Overall scheme design
Taking into account the degree of mobility of people in the library and the different lighting needs, the university library is divided into three major areas: image detection area, infrared sensing area, and other areas. The image detection area encompasses the study and rest zones, the infrared sensing area includes corridors, bookshelves, and elevator vestibules, while the remaining areas consist of restrooms, stairwells, and public halls. The general framework of the designed intelligent lighting system is shown in Fig. 1.
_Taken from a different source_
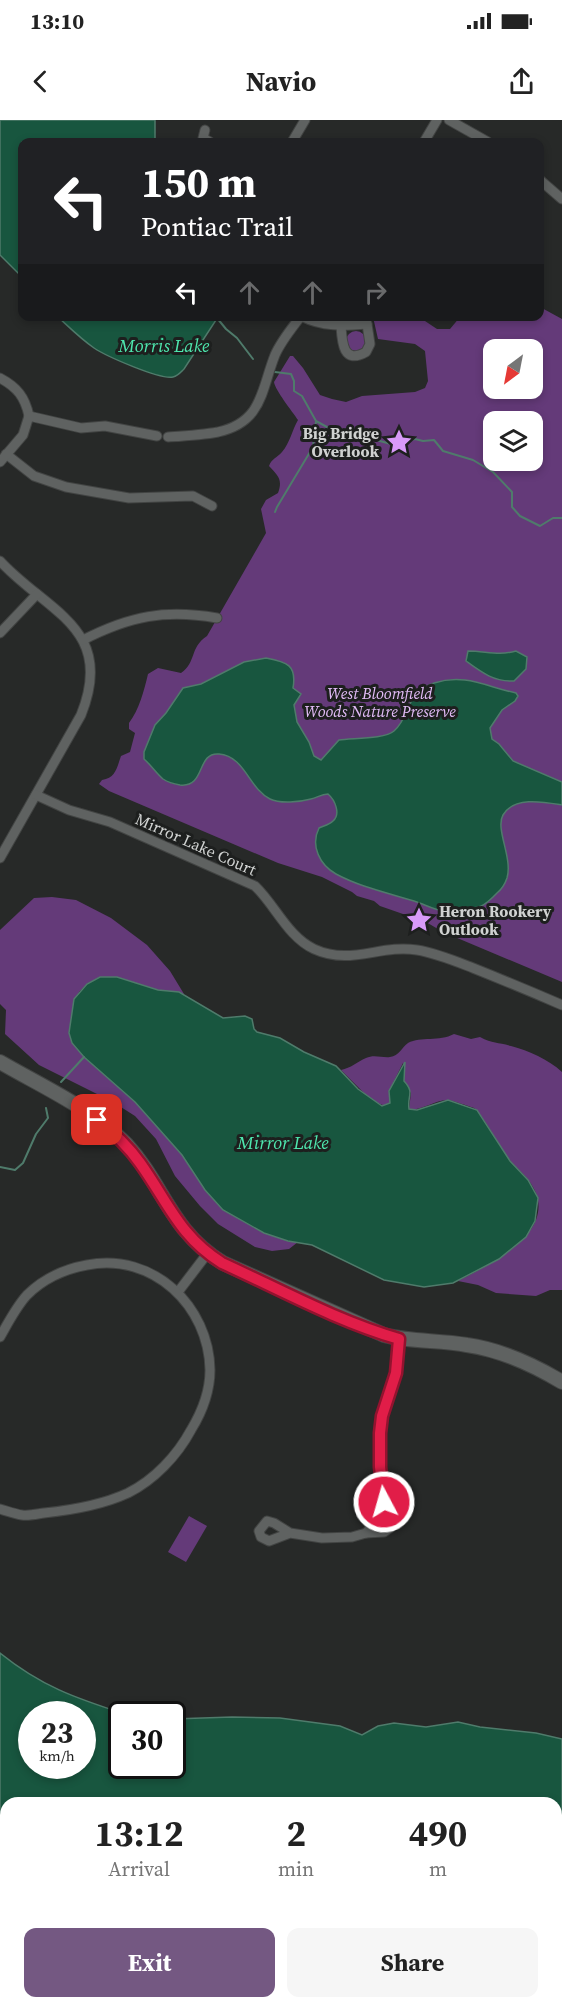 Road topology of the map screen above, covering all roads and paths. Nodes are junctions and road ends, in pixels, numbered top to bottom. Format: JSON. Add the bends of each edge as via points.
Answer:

Schematic diagram of the overall system framework.
According to the distribution of the library areas, the three regions are subdivided into N sub-regions. Each sub-region is equipped with a regional controller, which independently controls N sub-lighting units. The sub-lighting units in different regions consist of LED lamps, light sensors, or motion sensors. The core unit of the area controller is a microcontroller, which can realize the functions of sensor data acquisition, human body position information reception, lamp control command sending, and feedback lamp status information to the main control computer.
The human body video data collected by the camera is processed using a deep learning algorithm for target detection and spatial localization, allowing for the accurate identification and localization of the current human body position. Then, the information of the lighting area where the human body is located is sent to the area controller through Zigbee wireless communication technology, and the area controller makes decisions and controls the opening and closing of the lamps according to the light intensity and the presence or absence of human targets in the area where the lamps are located. In this way, the brightness of the lamps can be adjusted according to the actual situation, making full use of natural light and realizing the maximum energy saving effect20,21,22.
In addition, the light sensor and the human body sensor can detect in real time the light intensity of the area where the luminaire is located and whether there is a human body entering or leaving the infrared sensing area, and send the detection results to the area controller. The area controller adjusts the brightness and switching state of the lamps based on real-time light intensity and human target information to fulfill lighting needs. At the same time, the application of pulse width modulation (PWM) dimming technology enables the lamps to automatically increase their brightness in low-light conditions and reduce their brightness in bright conditions, thereby further saving energy.
According to the different degrees of personnel flow and lighting conditions in each area of the library, the human target detection algorithm and human spatial localization algorithm based on deep learning are only applicable to the image detection area. At the same time, this area has the largest proportion of area in the library and the highest power consumption, so this paper will focus on the research.
Design of image detection region scheme
A study area in the library is selected as an example and named sub-area 1. Sub-area 1 is divided into 9 sub-lighting units, each sub-lighting unit contains an LED luminaire and a light sensor, and all the sub-lighting units are controlled by the area controller. The floor plan of sub-area 1 is shown in Fig. 2.

Floor plan of sub-area 1.
According to the standard for lighting design of buildings (GB50034-2013), the illuminance given value of sub-area 1 is set to 300 lx, and the subsequent illuminance determination will be made according to the given value. The control scheme of sub-area 1 is shown in Fig. 3. The camera collects human video data within the effective range and uses the human target detection model and human spatial localization model to determine human body position information, which is then sent to the area controller. Meanwhile, the light sensor detects the light intensity of the current luminaire area in real time and uploads it to the area controller. The area controller executes the illumination determination command, wherein the light intensity is compared against a threshold of 300 lx. If the measured light intensity is greater than or equal to 300 lx, it indicates the availability of sufficient natural light, and the lamps are deactivated as no additional lighting is required; conversely, if the light intensity falls below 300 lx, it suggests that the natural light is insufficient for the visual needs of the human eye, triggering the activation of the lamps to provide the necessary supplementary illumination.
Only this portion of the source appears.